Use of a parallel doubly recursive Fibonacci-number benchmark is said to be a good way to compare the thread-creation and synchronization overheads of different parallel work-stealing schedulers. So what is the problem, anyway?

Disposition of generally useful batching optimizations. If you are going to incur the overhead required to steal a work item, why not steal a sufficiently large batch to make the theft worthwhile? But this is a two-edged sword. On the one hand, if such batching is permitted, the benchmark cannot be said to be fairly evaluating task-creation and synchronization overhead. On the other hand, if such batching is prohibited, the benchmark is suppressing a critically important optimization.
Handling of synchronization-elision optimizations. It does not take too much imagination to conceive of a scheduler that optimizes away task-creation operations, substituting much-cheaper function-call operations. This is also a two-edged sword: aggressive application of this optimization yields hundred-million-fold speedups, but totally eliminates the synchronization operations that are ostensibly being measured.
Obscuring generally useful higher-level optimizations. If there really was some real-world reason to parallelize Fibonacci-number generation, such parallelization should start with an efficient algorithm, whose computational complexity is O(log(n)). For large n, the focus should then be parallelizing the large-integer multiplies — but this generally useful optimization is completely obscured by this benchmark.
Any developers who foolishly attempt to learn parallel programming from the code implementing this benchmark would be sadly misled. The road to high performance and excellent scalability is through increasing the granularity of parallelism, not by minimizing it.
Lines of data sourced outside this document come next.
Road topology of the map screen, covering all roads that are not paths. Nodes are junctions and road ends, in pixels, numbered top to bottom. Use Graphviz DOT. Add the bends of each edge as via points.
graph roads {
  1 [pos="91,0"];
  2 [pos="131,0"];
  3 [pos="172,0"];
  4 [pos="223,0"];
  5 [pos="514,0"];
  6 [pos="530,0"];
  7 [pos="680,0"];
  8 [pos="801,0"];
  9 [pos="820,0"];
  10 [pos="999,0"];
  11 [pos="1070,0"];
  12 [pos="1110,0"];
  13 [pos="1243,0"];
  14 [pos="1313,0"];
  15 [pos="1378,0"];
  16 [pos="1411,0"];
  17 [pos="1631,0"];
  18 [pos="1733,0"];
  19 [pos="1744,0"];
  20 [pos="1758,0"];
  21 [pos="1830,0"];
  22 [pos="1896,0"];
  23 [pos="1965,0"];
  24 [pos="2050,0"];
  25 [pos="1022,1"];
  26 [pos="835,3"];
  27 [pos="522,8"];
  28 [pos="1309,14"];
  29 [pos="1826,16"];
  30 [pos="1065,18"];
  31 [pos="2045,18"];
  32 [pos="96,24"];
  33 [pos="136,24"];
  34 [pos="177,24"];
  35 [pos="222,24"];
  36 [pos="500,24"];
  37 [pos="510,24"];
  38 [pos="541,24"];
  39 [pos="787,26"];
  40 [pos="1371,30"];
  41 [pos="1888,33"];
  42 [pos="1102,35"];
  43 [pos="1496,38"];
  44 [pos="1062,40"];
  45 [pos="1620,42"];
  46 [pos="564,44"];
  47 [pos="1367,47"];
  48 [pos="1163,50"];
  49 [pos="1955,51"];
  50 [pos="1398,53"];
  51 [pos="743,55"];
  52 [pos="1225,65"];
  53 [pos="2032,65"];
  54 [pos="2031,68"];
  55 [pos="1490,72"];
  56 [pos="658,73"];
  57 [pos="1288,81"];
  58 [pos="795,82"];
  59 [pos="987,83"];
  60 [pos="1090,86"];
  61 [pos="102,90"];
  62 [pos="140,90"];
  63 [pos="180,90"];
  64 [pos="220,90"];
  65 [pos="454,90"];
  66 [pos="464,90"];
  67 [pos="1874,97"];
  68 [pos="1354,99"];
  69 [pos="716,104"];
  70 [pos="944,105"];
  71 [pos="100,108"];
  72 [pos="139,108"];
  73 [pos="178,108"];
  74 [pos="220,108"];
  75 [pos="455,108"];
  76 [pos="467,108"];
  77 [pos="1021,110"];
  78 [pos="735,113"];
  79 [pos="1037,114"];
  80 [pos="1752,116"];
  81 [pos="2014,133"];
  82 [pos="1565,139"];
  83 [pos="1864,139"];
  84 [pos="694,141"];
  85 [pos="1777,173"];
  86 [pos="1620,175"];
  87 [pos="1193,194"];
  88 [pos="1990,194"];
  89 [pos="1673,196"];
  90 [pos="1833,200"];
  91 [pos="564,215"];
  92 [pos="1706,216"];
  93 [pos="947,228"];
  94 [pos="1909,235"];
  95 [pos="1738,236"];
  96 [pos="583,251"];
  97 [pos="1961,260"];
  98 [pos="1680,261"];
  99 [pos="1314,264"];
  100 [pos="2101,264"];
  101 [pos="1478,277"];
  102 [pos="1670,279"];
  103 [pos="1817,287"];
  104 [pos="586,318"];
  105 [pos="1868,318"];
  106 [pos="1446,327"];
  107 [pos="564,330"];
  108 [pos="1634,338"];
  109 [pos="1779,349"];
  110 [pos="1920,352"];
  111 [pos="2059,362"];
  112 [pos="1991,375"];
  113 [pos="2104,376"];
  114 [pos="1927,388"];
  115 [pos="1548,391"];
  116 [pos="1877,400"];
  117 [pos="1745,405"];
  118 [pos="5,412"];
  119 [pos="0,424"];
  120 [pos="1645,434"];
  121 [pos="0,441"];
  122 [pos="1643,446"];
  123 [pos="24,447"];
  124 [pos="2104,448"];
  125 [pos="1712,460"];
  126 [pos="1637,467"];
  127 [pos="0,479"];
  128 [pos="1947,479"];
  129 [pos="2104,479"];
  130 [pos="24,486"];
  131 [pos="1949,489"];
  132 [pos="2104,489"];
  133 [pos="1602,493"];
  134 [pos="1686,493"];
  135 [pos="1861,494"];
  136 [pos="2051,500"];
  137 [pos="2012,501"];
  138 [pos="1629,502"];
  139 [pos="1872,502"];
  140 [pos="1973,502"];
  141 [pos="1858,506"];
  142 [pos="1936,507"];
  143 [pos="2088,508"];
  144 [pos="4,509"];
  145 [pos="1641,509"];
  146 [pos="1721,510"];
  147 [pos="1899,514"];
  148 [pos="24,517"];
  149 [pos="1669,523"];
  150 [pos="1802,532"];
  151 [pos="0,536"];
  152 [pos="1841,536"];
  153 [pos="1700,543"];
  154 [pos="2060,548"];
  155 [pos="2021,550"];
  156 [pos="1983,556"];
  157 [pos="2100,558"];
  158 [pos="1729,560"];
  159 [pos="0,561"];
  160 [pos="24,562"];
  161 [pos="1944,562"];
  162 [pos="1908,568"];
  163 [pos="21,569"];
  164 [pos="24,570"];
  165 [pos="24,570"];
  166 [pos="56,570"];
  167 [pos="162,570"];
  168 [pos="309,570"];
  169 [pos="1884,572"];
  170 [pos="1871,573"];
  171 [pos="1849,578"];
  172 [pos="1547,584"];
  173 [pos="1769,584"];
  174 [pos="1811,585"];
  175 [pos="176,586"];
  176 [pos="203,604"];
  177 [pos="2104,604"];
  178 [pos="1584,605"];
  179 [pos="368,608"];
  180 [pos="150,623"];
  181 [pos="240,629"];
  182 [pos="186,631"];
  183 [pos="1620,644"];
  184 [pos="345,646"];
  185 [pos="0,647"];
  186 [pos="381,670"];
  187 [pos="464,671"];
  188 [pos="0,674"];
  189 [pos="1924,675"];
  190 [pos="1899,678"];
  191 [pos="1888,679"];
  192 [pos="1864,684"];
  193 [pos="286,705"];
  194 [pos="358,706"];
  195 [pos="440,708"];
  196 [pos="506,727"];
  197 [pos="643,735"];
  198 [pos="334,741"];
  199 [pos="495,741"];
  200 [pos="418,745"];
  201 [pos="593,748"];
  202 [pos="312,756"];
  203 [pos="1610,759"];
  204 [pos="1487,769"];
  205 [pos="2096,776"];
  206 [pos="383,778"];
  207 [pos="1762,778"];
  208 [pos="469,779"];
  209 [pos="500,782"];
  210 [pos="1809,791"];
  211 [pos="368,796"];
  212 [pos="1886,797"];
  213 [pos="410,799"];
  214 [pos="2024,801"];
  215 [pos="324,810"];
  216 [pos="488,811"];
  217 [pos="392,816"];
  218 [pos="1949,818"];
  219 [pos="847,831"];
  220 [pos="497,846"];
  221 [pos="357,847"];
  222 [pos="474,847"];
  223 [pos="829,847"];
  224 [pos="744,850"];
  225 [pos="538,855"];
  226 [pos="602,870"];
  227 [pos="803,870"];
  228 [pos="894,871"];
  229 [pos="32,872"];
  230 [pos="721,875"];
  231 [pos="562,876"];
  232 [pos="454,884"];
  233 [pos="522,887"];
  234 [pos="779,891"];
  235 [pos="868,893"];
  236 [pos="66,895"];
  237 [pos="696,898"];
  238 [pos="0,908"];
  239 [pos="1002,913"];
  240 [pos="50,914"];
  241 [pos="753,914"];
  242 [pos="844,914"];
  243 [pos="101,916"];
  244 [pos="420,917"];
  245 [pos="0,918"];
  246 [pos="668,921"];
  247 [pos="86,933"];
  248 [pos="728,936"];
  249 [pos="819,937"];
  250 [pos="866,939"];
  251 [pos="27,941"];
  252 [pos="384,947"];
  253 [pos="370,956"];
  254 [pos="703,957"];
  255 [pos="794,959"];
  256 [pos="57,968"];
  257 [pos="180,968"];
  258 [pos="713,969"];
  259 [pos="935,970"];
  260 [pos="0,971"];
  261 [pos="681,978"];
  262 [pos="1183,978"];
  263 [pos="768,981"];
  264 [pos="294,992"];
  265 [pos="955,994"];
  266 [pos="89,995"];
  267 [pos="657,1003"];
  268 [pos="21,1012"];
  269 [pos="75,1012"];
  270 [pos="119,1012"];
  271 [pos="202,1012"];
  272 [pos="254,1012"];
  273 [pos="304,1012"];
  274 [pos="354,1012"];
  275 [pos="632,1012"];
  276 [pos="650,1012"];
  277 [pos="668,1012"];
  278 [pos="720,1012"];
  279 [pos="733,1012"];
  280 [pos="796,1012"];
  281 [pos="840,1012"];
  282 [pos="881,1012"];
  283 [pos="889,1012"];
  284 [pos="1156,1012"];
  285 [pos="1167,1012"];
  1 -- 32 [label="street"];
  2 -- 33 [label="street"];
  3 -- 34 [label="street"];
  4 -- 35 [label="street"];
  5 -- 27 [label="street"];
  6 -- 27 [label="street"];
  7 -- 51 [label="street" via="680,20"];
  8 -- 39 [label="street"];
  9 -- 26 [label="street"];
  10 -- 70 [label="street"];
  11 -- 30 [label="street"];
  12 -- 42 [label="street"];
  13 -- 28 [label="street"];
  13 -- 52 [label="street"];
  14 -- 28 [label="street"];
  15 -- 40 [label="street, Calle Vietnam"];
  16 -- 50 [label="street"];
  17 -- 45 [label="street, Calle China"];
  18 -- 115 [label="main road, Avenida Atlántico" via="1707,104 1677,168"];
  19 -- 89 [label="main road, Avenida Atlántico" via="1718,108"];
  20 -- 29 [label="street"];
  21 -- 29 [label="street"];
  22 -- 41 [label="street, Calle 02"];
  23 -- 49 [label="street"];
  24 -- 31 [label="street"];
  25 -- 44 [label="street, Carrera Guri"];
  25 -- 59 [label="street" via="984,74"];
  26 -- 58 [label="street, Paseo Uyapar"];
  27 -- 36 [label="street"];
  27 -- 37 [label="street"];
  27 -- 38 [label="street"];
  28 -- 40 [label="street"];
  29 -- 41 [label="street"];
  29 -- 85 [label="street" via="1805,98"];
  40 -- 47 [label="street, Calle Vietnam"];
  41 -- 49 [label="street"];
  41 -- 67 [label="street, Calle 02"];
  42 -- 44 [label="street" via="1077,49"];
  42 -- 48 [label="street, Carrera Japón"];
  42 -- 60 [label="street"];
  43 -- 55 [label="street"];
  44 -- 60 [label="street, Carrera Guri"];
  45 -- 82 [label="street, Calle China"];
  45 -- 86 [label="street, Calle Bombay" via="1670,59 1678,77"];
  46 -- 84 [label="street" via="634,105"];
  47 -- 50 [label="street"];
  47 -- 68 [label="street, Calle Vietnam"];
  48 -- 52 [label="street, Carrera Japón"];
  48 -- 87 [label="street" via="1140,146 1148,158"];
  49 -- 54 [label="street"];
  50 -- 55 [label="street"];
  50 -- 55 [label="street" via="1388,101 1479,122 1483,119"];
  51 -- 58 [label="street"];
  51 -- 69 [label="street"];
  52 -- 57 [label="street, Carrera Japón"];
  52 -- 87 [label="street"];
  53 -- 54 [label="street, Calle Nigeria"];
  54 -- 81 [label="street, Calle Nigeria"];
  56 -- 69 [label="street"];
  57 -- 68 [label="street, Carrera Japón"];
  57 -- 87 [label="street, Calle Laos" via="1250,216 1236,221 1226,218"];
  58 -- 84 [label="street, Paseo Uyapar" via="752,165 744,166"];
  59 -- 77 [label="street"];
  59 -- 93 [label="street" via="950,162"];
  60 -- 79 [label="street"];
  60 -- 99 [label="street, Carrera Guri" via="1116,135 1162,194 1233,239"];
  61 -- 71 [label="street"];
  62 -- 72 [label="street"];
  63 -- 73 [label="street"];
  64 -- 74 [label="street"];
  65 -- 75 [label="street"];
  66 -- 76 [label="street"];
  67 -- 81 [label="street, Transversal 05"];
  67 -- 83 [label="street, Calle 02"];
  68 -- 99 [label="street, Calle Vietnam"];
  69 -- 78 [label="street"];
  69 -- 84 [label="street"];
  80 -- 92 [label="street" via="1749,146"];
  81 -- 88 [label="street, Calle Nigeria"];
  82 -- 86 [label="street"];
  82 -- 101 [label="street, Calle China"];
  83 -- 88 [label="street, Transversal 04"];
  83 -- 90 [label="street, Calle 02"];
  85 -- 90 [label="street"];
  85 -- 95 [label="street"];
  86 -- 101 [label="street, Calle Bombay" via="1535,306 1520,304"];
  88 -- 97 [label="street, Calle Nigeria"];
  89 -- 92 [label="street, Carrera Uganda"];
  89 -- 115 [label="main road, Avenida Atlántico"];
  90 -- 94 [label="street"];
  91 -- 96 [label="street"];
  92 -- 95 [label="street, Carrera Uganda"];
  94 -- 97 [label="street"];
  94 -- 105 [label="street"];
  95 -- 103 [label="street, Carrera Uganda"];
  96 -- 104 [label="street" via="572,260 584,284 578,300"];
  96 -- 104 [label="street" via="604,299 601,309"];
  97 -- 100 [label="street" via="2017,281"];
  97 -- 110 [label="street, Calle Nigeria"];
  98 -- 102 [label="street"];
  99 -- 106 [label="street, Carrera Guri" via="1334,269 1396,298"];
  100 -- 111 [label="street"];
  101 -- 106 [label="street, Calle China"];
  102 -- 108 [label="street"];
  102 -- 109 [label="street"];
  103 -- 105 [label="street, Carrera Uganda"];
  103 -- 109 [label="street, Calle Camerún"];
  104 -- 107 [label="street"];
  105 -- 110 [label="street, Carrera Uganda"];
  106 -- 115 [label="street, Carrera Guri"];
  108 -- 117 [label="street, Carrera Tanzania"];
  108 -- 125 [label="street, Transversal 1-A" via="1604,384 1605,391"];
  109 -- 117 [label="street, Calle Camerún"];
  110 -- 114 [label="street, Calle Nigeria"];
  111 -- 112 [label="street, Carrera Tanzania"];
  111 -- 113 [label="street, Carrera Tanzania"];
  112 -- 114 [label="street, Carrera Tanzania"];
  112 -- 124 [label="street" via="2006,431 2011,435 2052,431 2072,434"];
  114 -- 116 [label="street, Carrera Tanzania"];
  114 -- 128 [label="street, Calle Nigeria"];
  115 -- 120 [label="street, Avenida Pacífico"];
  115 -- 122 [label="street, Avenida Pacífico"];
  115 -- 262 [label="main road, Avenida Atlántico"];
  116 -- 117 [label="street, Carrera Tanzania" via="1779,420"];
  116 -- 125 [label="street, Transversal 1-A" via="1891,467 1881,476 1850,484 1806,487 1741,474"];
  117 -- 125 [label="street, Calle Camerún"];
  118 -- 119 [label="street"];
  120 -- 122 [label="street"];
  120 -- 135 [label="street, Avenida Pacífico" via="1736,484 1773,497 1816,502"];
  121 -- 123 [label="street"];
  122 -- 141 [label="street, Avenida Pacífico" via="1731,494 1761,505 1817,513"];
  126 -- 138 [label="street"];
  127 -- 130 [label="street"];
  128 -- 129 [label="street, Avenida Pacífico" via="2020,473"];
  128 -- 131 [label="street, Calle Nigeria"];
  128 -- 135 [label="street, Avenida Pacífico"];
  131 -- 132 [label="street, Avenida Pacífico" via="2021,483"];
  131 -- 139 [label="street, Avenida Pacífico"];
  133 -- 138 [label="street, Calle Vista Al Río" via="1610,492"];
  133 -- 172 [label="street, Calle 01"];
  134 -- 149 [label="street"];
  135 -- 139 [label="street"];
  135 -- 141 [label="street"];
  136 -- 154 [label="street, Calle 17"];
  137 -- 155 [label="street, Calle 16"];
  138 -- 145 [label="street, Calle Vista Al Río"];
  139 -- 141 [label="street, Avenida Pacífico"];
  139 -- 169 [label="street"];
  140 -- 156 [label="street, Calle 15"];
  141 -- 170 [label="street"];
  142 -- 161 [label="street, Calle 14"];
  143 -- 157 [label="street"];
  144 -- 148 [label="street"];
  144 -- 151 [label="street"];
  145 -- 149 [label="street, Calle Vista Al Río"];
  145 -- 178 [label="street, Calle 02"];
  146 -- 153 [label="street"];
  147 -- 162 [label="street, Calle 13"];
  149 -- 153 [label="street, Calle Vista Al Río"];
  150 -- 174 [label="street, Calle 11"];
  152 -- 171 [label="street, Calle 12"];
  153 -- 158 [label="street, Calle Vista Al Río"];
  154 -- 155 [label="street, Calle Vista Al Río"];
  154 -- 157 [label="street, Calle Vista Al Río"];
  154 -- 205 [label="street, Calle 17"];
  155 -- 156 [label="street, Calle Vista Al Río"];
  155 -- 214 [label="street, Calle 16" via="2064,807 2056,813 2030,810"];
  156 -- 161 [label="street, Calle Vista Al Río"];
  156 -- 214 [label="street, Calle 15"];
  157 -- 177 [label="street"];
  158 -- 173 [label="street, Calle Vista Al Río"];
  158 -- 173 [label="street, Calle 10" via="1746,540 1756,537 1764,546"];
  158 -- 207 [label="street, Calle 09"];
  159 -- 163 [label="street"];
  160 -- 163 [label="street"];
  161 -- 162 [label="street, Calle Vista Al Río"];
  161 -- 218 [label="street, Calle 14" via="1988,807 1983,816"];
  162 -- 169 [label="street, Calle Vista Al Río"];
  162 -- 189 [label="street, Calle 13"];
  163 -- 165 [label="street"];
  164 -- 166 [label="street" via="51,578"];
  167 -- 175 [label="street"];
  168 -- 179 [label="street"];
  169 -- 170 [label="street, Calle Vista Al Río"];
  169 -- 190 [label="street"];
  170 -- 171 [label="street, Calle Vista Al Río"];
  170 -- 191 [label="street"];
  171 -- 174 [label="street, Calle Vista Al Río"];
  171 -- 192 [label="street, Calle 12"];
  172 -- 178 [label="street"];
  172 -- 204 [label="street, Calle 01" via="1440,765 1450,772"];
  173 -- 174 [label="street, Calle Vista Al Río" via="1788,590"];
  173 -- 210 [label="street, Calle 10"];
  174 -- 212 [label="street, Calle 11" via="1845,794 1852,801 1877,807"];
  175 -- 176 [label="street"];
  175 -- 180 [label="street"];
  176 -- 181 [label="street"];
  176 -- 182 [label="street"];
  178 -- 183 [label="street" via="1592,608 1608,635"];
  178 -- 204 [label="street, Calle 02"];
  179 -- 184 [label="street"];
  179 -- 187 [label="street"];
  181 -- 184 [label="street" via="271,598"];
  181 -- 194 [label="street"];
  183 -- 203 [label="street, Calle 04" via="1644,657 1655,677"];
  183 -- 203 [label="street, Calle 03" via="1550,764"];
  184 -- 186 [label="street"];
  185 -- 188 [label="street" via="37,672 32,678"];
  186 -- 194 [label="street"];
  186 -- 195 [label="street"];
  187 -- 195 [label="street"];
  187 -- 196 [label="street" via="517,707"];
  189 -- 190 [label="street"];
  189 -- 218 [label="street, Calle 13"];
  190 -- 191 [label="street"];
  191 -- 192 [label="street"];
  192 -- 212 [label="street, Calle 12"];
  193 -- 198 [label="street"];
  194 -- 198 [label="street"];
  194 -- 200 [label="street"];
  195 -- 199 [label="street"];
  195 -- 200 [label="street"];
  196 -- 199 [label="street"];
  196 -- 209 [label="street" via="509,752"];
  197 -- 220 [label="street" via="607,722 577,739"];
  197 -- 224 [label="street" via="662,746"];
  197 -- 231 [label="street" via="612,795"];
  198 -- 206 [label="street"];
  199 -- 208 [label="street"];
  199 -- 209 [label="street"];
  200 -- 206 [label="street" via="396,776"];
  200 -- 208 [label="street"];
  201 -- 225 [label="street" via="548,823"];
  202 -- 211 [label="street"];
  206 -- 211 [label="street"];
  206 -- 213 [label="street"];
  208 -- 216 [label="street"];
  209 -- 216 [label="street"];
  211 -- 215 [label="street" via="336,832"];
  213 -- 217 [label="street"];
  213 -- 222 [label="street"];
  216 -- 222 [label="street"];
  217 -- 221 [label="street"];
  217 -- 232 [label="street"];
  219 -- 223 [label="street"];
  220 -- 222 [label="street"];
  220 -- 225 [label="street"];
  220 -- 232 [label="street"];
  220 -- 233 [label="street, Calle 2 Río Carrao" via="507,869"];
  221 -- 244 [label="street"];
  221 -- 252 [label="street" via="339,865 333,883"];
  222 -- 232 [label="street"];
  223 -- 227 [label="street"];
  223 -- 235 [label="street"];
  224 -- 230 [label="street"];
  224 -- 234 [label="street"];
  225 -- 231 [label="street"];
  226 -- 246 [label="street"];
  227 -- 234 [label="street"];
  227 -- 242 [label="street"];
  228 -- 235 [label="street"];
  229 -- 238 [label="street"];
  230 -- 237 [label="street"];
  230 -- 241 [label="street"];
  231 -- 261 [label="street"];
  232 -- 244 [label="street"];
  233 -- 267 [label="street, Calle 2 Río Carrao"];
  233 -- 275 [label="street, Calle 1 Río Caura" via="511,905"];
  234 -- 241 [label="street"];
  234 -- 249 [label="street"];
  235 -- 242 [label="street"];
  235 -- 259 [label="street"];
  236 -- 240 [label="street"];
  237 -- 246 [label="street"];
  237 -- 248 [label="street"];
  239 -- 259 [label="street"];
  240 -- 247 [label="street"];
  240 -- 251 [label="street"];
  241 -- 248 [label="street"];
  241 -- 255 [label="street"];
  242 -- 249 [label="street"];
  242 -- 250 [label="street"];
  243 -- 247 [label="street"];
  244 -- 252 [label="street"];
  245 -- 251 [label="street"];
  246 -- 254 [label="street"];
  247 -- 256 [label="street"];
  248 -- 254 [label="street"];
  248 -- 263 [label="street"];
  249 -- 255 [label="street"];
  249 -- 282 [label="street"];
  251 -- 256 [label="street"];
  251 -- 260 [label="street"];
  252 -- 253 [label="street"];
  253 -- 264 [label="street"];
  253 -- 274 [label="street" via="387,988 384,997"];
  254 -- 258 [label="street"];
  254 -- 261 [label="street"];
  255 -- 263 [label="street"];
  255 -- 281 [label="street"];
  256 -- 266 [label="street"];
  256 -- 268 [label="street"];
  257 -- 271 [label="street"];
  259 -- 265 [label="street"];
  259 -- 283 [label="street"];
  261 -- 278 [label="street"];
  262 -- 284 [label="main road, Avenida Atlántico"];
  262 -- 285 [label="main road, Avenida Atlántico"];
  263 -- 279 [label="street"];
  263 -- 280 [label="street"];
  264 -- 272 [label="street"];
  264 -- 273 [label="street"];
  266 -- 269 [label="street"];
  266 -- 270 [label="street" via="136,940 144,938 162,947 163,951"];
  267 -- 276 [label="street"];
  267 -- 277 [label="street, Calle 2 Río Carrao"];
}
Let's evaluate this benchmark in each of the roles benchmarks play:

Providing a fair framework for comparing competing implementations. Given the potential for “gaming” this benchmark via any of the optimizations called out above, the Fibonacci-number benchmark cannot be said to play this role.
Focusing competitive energy on improving implementations in ways that matter to users. Given the number of useful optimizations that this benchmark suppresses, it cannot be said to play this role particularly well.
Serving as example uses of the implementations being benchmarked. This benchmark can at best be held out as an example use to avoid like the plague.

In short, my advice to you is to ignore any comparisons based on the doubly recursive Fibonacci-number benchmark, and instead run your own benchmark using code sequences that are important to your application. Or, better yet, implement and popularize a set of good benchmarks for these schedulers.